I join him and we stand in silence for a moment. I look down at the water slowly reaching up to caress the stone edges of the ramp.Then I look across at him and he’s looking at me, but looks away when I catch him. Then there is a moment of silence that I compulsively need to fill.
‘So, we’re here to meet suppliers?’ I ask.
‘Yes. Here’s one coming,’ James says, nodding out into the port.
‘Oh, right. He’s literally coming right now on that very boat.’Good work, Birdy.
‘Yep. That’s Benji.’
As the boat nudges the edge of the port wall, a thin, wiry man with a high forehead leaps from it onto the ramp. He has a full, non-ironic bushy beard and, when he smiles to greet us, two of those little crest-shaped eyes, which sparkle and shine with all the kindness in the world. ‘James, how’s tricks, fella?’
He’s English.
‘Good, Benji.

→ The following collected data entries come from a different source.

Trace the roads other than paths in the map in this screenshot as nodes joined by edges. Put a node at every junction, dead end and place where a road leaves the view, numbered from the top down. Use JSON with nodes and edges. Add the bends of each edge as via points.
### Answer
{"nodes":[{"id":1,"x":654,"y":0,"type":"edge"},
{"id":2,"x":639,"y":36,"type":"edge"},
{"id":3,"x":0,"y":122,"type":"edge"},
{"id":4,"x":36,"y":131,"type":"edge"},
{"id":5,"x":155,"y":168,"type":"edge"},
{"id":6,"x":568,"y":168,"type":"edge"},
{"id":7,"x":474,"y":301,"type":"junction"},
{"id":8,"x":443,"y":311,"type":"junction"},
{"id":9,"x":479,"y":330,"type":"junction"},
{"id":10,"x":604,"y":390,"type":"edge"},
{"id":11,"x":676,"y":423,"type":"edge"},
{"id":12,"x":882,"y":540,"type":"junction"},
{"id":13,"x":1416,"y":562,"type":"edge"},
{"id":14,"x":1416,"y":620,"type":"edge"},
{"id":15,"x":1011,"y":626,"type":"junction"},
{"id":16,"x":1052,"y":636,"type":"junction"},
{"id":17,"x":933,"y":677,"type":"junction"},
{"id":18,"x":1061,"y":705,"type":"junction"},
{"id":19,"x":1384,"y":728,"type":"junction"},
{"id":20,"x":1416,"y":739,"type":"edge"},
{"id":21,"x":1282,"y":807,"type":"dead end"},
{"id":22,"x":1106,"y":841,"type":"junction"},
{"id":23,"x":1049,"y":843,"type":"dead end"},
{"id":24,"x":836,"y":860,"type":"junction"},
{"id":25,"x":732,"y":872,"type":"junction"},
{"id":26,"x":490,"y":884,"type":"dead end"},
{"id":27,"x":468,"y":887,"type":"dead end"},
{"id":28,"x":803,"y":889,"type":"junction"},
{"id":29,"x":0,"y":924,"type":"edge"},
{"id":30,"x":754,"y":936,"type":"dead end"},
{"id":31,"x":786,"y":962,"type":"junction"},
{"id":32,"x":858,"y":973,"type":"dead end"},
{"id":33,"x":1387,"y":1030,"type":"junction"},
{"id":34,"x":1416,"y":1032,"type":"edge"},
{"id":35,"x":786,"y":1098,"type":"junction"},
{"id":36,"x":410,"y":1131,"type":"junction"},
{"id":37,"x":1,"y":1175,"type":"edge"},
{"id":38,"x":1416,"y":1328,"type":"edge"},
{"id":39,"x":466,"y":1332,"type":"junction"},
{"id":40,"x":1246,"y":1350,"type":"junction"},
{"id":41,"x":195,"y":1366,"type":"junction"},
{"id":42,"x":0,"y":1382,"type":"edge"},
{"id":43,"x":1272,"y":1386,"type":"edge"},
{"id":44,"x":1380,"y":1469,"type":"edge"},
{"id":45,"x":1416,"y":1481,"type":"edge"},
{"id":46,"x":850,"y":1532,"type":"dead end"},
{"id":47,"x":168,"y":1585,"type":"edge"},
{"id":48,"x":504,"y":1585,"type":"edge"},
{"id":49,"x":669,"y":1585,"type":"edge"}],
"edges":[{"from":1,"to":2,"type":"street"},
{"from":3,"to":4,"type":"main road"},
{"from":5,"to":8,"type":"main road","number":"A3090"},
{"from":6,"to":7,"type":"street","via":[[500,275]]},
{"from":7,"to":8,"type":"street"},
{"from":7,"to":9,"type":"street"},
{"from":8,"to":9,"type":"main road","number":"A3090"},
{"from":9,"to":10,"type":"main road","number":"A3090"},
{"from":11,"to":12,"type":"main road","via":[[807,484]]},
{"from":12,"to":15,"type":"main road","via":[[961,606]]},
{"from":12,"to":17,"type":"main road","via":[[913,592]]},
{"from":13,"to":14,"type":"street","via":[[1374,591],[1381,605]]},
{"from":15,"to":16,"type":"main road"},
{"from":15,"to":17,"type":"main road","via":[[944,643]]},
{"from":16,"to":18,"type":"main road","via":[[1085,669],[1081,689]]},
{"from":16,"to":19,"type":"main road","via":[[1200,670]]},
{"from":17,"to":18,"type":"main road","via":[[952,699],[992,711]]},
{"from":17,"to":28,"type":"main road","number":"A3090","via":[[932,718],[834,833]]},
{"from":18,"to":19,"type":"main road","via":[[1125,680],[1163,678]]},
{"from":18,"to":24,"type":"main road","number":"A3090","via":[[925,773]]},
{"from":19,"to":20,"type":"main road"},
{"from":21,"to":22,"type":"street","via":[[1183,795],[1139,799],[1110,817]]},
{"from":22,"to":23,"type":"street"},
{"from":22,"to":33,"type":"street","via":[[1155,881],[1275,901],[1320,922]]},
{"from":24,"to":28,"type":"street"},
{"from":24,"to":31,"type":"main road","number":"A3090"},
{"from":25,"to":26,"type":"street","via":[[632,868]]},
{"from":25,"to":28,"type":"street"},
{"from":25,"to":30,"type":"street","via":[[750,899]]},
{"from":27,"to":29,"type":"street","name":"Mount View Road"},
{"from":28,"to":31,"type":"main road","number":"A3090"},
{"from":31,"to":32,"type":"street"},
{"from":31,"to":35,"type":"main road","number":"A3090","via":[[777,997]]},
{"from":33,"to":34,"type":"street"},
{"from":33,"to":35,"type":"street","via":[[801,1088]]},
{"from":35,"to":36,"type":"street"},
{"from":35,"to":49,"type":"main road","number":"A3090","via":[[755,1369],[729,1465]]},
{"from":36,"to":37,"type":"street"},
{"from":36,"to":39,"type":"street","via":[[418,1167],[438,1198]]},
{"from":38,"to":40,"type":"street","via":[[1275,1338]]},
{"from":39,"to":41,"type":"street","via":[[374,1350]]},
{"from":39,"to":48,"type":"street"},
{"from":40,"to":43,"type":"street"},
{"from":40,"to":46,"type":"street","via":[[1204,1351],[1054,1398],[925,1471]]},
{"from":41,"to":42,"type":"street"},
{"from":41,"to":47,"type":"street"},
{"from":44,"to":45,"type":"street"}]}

Good. This is Heather, our new wine lady.’
‘Ahh, Heather, a good Scottish gal, eh? Hope you know your whiskies as well as your wines.’

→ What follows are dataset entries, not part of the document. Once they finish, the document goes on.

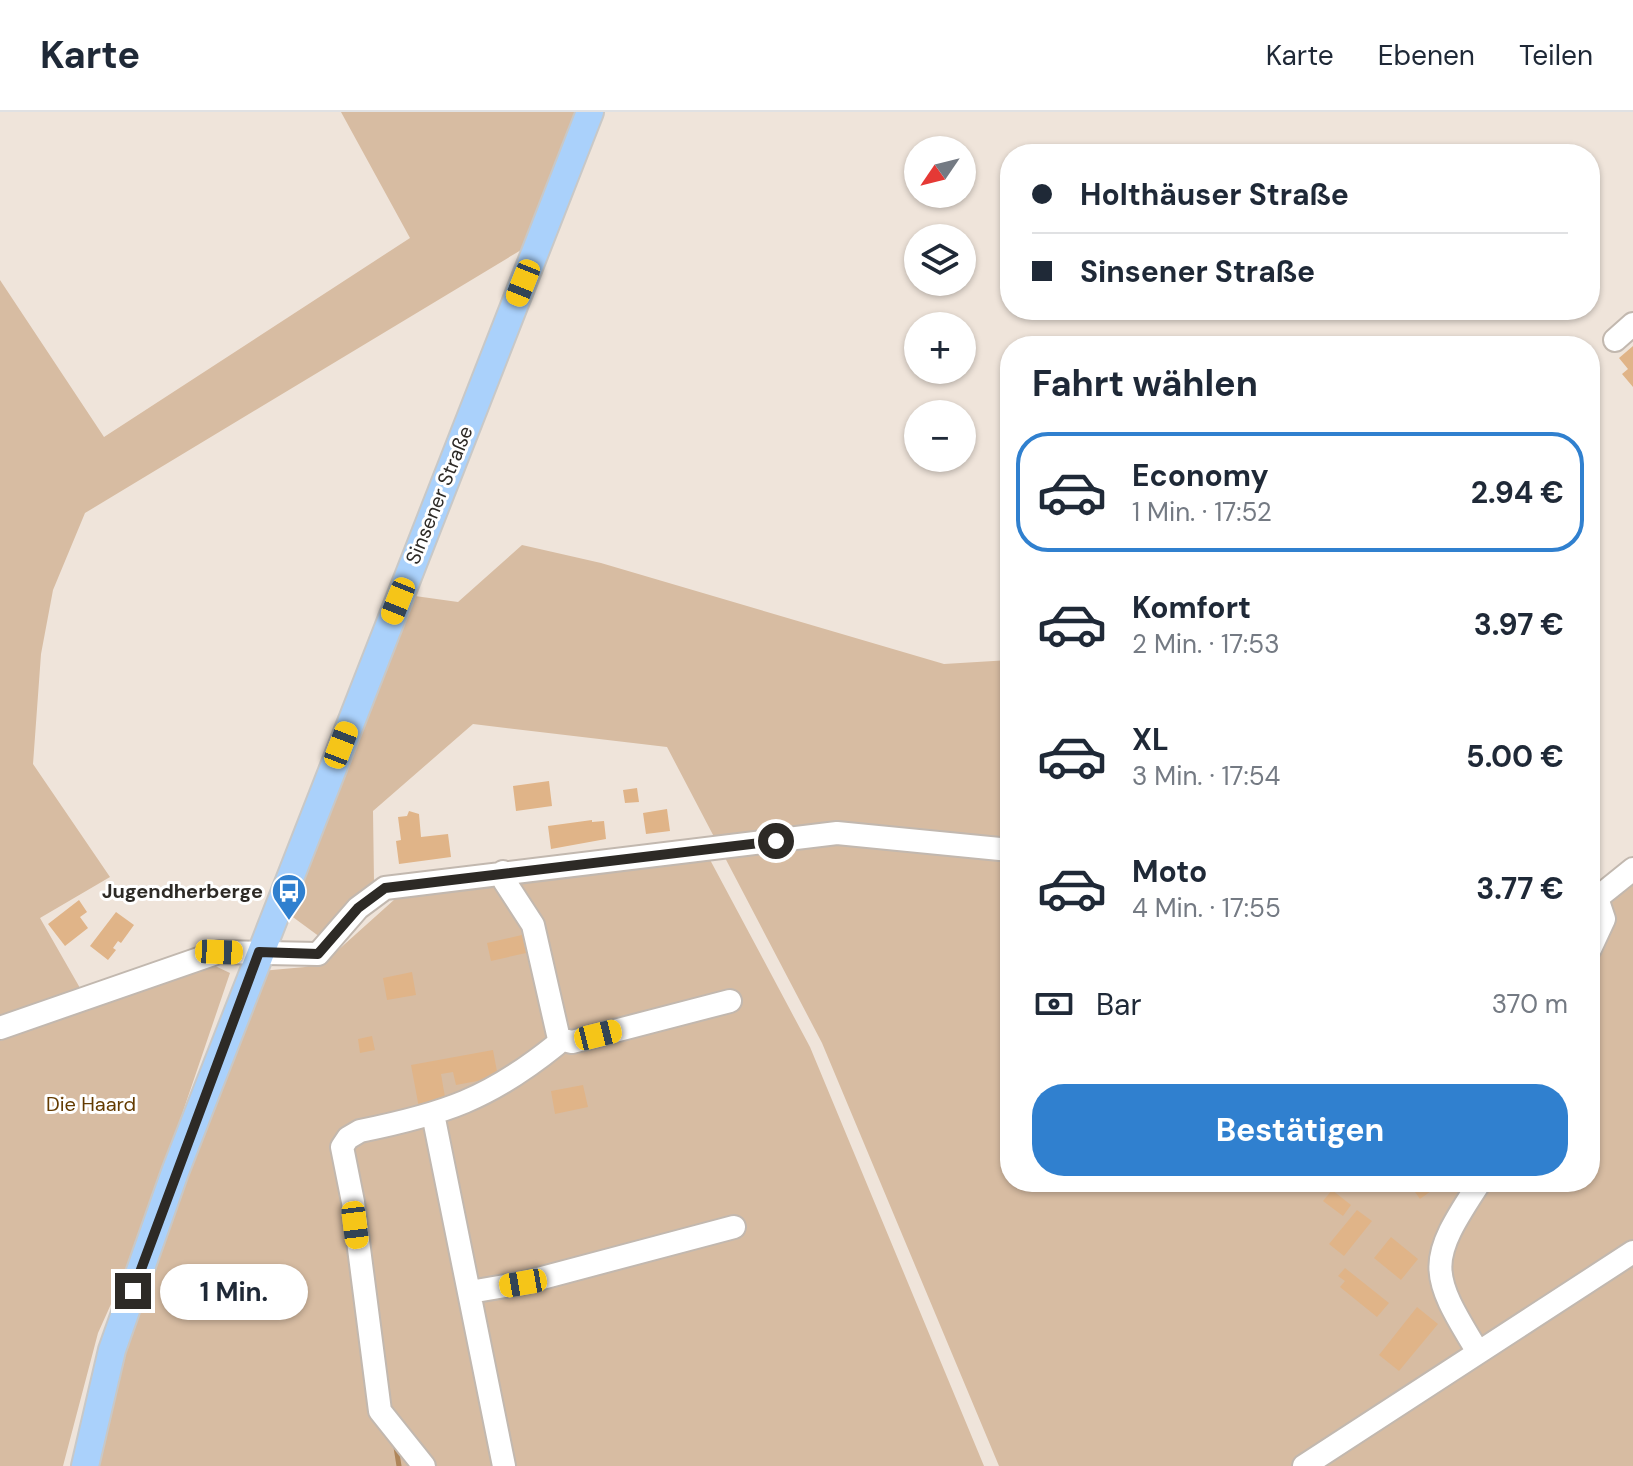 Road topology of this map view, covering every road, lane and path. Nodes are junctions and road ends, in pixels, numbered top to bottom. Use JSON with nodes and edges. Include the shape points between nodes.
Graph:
{"nodes":[{"id":1,"x":590,"y":112,"type":"edge"},
{"id":2,"x":1633,"y":324,"type":"edge"},
{"id":3,"x":1615,"y":340,"type":"dead end"},
{"id":4,"x":1000,"y":849,"type":"edge"},
{"id":5,"x":1633,"y":869,"type":"edge"},
{"id":6,"x":503,"y":872,"type":"junction"},
{"id":7,"x":1600,"y":894,"type":"edge"},
{"id":8,"x":259,"y":952,"type":"junction"},
{"id":9,"x":730,"y":1001,"type":"dead end"},
{"id":10,"x":0,"y":1028,"type":"edge"},
{"id":11,"x":559,"y":1039,"type":"junction"},
{"id":12,"x":433,"y":1114,"type":"junction"},
{"id":13,"x":1474,"y":1192,"type":"edge"},
{"id":14,"x":734,"y":1227,"type":"dead end"},
{"id":15,"x":1633,"y":1252,"type":"edge"},
{"id":16,"x":470,"y":1292,"type":"junction"},
{"id":17,"x":1478,"y":1352,"type":"junction"},
{"id":18,"x":85,"y":1466,"type":"edge"},
{"id":19,"x":424,"y":1466,"type":"edge"},
{"id":20,"x":504,"y":1466,"type":"edge"},
{"id":21,"x":1304,"y":1466,"type":"edge"}],
"edges":[{"from":1,"to":8,"type":"main road","name":"Sinsener Straße"},
{"from":2,"to":3,"type":"street"},
{"from":4,"to":6,"type":"street","via":[[837,833]]},
{"from":5,"to":7,"type":"street"},
{"from":6,"to":8,"type":"street","via":[[385,888],[358,908],[318,954]]},
{"from":6,"to":11,"type":"street","via":[[533,925]]},
{"from":8,"to":10,"type":"street","via":[[219,952]]},
{"from":8,"to":18,"type":"main road","name":"Sinsener Straße","via":[[112,1350]]},
{"from":9,"to":11,"type":"street","via":[[572,1042]]},
{"from":11,"to":12,"type":"street","via":[[506,1083]]},
{"from":12,"to":16,"type":"street"},
{"from":12,"to":19,"type":"street","via":[[360,1131],[342,1147],[380,1411]]},
{"from":13,"to":17,"type":"street","via":[[1439,1259],[1445,1294]]},
{"from":14,"to":16,"type":"street"},
{"from":15,"to":17,"type":"street"},
{"from":16,"to":20,"type":"street"},
{"from":17,"to":21,"type":"street"}]}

‘Better,’ I reply – for once, truthfully – smiling as though it’s a joke. ‘Though I’m afraid I’m not Scottish.’
‘Benji supplies our scallops. He’s got a fully sustainable farm on the west coast – diver—’
‘Diver-harvested,’ Benji interrupts proudly. ‘So they won’t shrink up in the pan like a cock on a cold day.’
‘Well, no one wants one of those in their mouth,’ I say, and then immediately worry that I’ve misjudged the scene, but thankfully Benji belly-laughs, and James covers his face with his hands and shakes his head, laughing, so I’m pretty sure it’s okay.
‘Bet you’re a handful,’ Benji says, casting a quick glance at James.
‘They’re the best scallops in the west,’ says James, as he pulls a rolled-up ledger book out of his back pocket.
‘How does delivery work, then?’
‘I’ll let you take this one, mate,’ Benji says, as he checks over whatever it is James has scribbled in his book.
‘So the scallops are delivered fresh to the hotel from the morning pick, but I come across and meet Benji, Cal and Grant at the produce store, Kenny for sustainable fish …’ James looks to the sky, ‘Ella forflowers, Dennis and Denise for mussels, as often as I can. Weekly, at first. Then not as much, later in the season. Basically, I see all the local suppliers.’
‘He’s keeping an eye on us,’ Benji cackled again.
James looks a little embarrassed and raises his hand in protest. ‘No, no. That’s not it. It’s more to get an idea of where you’re at, what’s good; for the producers, it’s anything new they’ve noticed, anything that might affect the next season.’
‘A new bloody micro-herb or fancy seaweed sprinkle for that poncy fucking chef of yours,’ Benji says, shaking his head as he rolls out the ledger. ‘James just wants a hut on the west coast, but he can’t tear himself away from the sniff of a Michelin star – or your mother – can you, mate?’
‘That’s not true,’ James says, turning to me quickly.
‘Bloody is,’ Benji replies, handing a roll of paper to James as he turns to leave, tapping me on the shoulder and shaking his head at James. ‘Lovely to meet you, Heather. Always nice to meet the new ladies of Loch Dorn.’ And he’s off, jumping over the railing and onto his boat, starting up the motor as we head back down Quay Street.